What is required
Pull each line with the string "Webb" from the entries.

**** Supplied information

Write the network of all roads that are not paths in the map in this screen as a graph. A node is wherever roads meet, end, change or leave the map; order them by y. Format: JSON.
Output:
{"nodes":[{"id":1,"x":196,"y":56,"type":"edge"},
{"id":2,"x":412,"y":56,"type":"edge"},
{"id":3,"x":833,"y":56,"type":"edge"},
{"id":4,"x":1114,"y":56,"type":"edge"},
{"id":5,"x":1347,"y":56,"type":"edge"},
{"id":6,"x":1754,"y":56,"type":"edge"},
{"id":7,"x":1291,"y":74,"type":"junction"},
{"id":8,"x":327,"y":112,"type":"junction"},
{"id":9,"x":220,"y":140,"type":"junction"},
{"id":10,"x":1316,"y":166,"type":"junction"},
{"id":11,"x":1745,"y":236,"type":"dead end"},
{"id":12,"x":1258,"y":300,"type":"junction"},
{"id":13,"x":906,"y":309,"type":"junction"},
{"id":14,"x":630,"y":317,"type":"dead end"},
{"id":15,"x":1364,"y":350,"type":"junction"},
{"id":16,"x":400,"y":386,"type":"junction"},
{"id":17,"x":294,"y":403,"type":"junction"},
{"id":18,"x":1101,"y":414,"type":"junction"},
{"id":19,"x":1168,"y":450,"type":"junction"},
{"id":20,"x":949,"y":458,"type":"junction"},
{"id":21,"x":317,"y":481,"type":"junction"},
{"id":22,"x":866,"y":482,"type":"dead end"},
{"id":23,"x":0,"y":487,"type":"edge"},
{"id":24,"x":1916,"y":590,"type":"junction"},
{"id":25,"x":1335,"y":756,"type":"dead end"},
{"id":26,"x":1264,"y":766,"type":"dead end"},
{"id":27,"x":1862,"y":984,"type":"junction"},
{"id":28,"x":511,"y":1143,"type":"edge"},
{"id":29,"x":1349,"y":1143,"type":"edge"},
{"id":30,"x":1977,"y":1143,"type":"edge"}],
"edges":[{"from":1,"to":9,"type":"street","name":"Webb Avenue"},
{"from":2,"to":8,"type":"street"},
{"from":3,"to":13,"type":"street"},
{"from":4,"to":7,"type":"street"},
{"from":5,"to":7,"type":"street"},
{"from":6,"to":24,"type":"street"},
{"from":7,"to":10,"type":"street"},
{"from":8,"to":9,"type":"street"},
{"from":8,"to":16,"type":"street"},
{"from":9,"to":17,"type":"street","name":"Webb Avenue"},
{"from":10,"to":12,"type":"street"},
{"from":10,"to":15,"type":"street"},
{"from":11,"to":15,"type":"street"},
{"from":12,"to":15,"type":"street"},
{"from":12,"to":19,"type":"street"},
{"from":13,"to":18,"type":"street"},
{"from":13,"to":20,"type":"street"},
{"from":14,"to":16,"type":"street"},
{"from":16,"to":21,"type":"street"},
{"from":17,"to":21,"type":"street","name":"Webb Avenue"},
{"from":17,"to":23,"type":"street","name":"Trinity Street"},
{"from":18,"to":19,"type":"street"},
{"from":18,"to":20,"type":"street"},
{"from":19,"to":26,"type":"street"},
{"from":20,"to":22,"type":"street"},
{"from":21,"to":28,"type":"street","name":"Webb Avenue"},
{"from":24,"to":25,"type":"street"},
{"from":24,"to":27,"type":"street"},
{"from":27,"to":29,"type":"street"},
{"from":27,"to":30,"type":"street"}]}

********

Output
"edges":[{"from":1,"to":9,"type":"street","name":"Webb Avenue"},
{"from":9,"to":17,"type":"street","name":"Webb Avenue"},
{"from":17,"to":21,"type":"street","name":"Webb Avenue"},
{"from":21,"to":28,"type":"street","name":"Webb Avenue"},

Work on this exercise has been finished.